Scientific classification
- Kingdom: Animalia
- Phylum: Chordata
- Class: Actinopterygii
- Order: Cypriniformes
- Suborder: Cyprinoidei
- Family: Acheilognathidae
- Genus: Rhodeus
- Species: R. fangi
- Binomial name: Rhodeus fangi (Miao, 1934)
- Synonyms: Pararhodeus fangi C. P. Miao, 1934;

= Rhodeus fangi =

- Authority: (Miao, 1934)
- Conservation status: LC

Species of fish

Rhodeus fangi is a subtropical freshwater ray-finned fish belonging to the family Acheilognathidae, the bitterlings. It originates in the Pearl River, Yangtze River in China.

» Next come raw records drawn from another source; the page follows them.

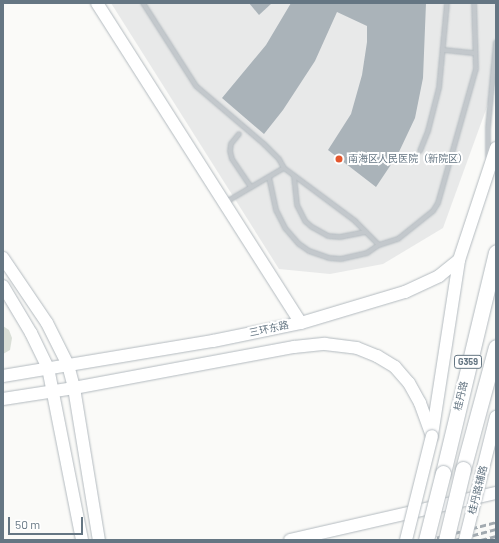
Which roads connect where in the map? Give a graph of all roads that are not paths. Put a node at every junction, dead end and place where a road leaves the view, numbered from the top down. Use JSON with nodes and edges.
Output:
{"nodes":[{"id":1,"x":97,"y":3,"type":"edge"},
{"id":2,"x":143,"y":3,"type":"edge"},
{"id":3,"x":447,"y":3,"type":"edge"},
{"id":4,"x":474,"y":3,"type":"edge"},
{"id":5,"x":496,"y":42,"type":"edge"},
{"id":6,"x":444,"y":50,"type":"junction"},
{"id":7,"x":476,"y":53,"type":"junction"},
{"id":8,"x":239,"y":134,"type":"dead end"},
{"id":9,"x":496,"y":148,"type":"edge"},
{"id":10,"x":420,"y":151,"type":"dead end"},
{"id":11,"x":284,"y":168,"type":"junction"},
{"id":12,"x":488,"y":169,"type":"junction"},
{"id":13,"x":294,"y":176,"type":"junction"},
{"id":14,"x":269,"y":177,"type":"junction"},
{"id":15,"x":251,"y":187,"type":"junction"},
{"id":16,"x":224,"y":203,"type":"junction"},
{"id":17,"x":366,"y":232,"type":"junction"},
{"id":18,"x":379,"y":245,"type":"junction"},
{"id":19,"x":496,"y":252,"type":"edge"},
{"id":20,"x":3,"y":258,"type":"edge"},
{"id":21,"x":459,"y":260,"type":"junction"},
{"id":22,"x":3,"y":286,"type":"edge"},
{"id":23,"x":301,"y":323,"type":"junction"},
{"id":24,"x":496,"y":347,"type":"edge"},
{"id":25,"x":68,"y":365,"type":"junction"},
{"id":26,"x":48,"y":368,"type":"junction"},
{"id":27,"x":3,"y":376,"type":"edge"},
{"id":28,"x":74,"y":388,"type":"junction"},
{"id":29,"x":53,"y":391,"type":"junction"},
{"id":30,"x":3,"y":399,"type":"edge"},
{"id":31,"x":496,"y":417,"type":"edge"},
{"id":32,"x":432,"y":436,"type":"junction"},
{"id":33,"x":496,"y":493,"type":"edge"},
{"id":34,"x":496,"y":501,"type":"edge"},
{"id":35,"x":82,"y":540,"type":"edge"},
{"id":36,"x":99,"y":540,"type":"edge"},
{"id":37,"x":290,"y":540,"type":"edge"},
{"id":38,"x":328,"y":540,"type":"edge"},
{"id":39,"x":406,"y":540,"type":"edge"},
{"id":40,"x":426,"y":540,"type":"edge"},
{"id":41,"x":446,"y":540,"type":"edge"},
{"id":42,"x":465,"y":540,"type":"edge"}],
"edges":[{"from":1,"to":16,"type":"main road"},
{"from":2,"to":11,"type":"lane"},
{"from":3,"to":6,"type":"lane"},
{"from":4,"to":7,"type":"lane"},
{"from":5,"to":12,"type":"lane"},
{"from":6,"to":7,"type":"lane"},
{"from":6,"to":10,"type":"lane"},
{"from":7,"to":18,"type":"lane"},
{"from":8,"to":15,"type":"lane"},
{"from":9,"to":12,"type":"main road"},
{"from":11,"to":13,"type":"lane"},
{"from":11,"to":14,"type":"lane"},
{"from":12,"to":21,"type":"main road"},
{"from":13,"to":17,"type":"lane"},
{"from":13,"to":17,"type":"lane"},
{"from":14,"to":15,"type":"lane"},
{"from":14,"to":18,"type":"lane"},
{"from":15,"to":16,"type":"lane"},
{"from":16,"to":23,"type":"main road"},
{"from":17,"to":18,"type":"lane"},
{"from":19,"to":40,"type":"highway","name":"桂丹路","number":"G359","bridge":true},
{"from":20,"to":25,"type":"main road"},
{"from":21,"to":23,"type":"main road","name":"三环东路"},
{"from":21,"to":32,"type":"main road"},
{"from":22,"to":26,"type":"main road"},
{"from":23,"to":25,"type":"main road","name":"三环东路"},
{"from":24,"to":41,"type":"highway","name":"桂丹路","number":"G359","bridge":true},
{"from":25,"to":26,"type":"main road","name":"三环东路"},
{"from":25,"to":28,"type":"main road"},
{"from":26,"to":27,"type":"main road","name":"三环东路"},
{"from":26,"to":29,"type":"main road"},
{"from":28,"to":29,"type":"main road"},
{"from":28,"to":32,"type":"main road"},
{"from":28,"to":36,"type":"main road"},
{"from":29,"to":30,"type":"main road"},
{"from":29,"to":35,"type":"main road"},
{"from":31,"to":42,"type":"main road","name":"桂丹路辅路","bridge":true},
{"from":32,"to":39,"type":"main road","bridge":true},
{"from":33,"to":37,"type":"main road"},
{"from":34,"to":38,"type":"main road"}]}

It was originally described as Pararhodeus fangi by C.P. Miao in 1934.

==Etymology==
Named in honor of ichthyologist Fang Ping-Wen (sometimes transcribed as Bingwen, 1903–1944), Metropolitan Museum of Natural History, Academia Sinica (spelled "Sinerica" by Miao), Nanjing, China.

When spawning, the females deposit their eggs inside bivalves, where they hatch and the young remain until they can swim.